Dataset entries
★ ★ ★

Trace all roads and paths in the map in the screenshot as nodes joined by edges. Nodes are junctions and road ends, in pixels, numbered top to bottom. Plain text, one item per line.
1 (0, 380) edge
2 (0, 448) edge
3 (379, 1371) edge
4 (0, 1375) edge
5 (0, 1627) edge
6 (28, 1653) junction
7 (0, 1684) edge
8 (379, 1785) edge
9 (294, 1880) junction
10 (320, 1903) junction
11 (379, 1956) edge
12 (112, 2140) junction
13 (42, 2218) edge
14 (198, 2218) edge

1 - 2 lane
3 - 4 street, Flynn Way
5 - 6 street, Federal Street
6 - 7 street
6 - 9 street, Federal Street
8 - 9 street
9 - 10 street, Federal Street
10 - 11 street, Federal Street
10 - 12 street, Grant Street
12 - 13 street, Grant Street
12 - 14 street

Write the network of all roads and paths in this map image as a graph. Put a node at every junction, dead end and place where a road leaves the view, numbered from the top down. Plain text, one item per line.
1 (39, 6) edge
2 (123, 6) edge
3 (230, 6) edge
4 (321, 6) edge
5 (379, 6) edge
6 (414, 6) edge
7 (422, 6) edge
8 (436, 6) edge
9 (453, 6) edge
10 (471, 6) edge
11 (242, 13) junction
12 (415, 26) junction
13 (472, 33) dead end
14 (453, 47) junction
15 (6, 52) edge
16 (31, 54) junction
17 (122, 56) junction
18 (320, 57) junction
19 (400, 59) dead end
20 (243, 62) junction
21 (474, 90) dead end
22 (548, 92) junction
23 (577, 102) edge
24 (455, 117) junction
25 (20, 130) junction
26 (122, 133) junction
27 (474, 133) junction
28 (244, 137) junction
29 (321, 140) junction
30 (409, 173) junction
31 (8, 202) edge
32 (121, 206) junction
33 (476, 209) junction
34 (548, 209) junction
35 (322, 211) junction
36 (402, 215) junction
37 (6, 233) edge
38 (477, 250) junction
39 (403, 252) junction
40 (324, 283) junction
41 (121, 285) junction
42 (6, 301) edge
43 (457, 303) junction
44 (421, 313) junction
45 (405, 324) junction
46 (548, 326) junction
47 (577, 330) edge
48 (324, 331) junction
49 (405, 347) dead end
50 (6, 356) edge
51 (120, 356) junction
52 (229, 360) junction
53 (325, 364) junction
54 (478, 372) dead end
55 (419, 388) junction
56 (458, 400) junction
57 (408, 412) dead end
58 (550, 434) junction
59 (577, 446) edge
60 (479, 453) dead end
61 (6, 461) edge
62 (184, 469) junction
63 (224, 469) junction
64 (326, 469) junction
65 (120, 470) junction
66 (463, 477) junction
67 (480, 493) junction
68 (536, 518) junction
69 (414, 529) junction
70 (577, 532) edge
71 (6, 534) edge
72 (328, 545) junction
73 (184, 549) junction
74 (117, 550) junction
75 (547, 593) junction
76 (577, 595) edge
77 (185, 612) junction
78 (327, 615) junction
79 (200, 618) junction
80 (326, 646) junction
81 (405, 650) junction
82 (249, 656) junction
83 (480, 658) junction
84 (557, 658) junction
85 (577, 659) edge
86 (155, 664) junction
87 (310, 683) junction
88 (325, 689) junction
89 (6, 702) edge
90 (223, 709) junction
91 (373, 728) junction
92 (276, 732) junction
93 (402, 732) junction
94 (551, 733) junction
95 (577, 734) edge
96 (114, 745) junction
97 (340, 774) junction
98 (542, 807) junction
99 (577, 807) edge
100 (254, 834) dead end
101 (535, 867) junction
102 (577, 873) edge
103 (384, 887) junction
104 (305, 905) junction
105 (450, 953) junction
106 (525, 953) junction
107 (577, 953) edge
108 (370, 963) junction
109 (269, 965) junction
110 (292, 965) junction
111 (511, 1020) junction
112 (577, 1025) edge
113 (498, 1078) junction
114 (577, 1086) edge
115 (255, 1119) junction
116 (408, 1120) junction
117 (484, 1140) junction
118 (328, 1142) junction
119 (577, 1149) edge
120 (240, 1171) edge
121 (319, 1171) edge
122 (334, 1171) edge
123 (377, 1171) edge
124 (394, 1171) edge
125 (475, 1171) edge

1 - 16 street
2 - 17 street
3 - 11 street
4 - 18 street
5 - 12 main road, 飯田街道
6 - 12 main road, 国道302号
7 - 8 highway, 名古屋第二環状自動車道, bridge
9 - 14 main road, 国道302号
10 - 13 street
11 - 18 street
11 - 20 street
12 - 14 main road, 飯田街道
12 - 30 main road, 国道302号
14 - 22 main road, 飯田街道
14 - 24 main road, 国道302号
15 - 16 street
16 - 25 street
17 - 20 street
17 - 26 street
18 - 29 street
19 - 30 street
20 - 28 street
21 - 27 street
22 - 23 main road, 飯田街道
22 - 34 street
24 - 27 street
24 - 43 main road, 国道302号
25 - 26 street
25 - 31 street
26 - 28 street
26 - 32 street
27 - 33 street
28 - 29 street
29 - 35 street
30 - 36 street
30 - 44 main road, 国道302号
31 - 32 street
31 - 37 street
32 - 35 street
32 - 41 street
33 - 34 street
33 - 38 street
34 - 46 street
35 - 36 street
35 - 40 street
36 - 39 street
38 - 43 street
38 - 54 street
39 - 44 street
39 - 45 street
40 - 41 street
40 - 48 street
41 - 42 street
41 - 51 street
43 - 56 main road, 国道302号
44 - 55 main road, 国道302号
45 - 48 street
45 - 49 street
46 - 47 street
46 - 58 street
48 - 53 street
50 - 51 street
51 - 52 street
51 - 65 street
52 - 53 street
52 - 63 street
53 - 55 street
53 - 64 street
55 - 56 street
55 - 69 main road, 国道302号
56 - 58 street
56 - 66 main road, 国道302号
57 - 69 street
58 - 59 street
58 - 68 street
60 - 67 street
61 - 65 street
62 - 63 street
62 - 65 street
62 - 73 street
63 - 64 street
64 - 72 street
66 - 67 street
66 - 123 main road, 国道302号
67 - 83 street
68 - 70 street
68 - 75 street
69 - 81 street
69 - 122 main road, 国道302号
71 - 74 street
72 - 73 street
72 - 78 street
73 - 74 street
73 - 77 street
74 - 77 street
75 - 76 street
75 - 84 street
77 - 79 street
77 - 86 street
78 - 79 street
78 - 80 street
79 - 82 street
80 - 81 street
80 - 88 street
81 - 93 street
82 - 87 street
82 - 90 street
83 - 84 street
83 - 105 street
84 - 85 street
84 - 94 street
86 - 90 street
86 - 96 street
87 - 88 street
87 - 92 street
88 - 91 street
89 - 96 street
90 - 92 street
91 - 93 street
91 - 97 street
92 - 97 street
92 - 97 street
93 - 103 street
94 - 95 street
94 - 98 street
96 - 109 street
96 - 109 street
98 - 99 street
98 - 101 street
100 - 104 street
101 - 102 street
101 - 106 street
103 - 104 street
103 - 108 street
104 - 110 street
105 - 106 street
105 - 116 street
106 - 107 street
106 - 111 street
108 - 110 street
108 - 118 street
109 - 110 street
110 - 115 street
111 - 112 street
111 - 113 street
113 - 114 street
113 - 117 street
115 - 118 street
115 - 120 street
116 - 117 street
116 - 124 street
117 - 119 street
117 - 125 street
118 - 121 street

★ ★ ★

- _What is required_
In the records above, how many lines hold the string "text"? Give the number only.

- _Answer section_
2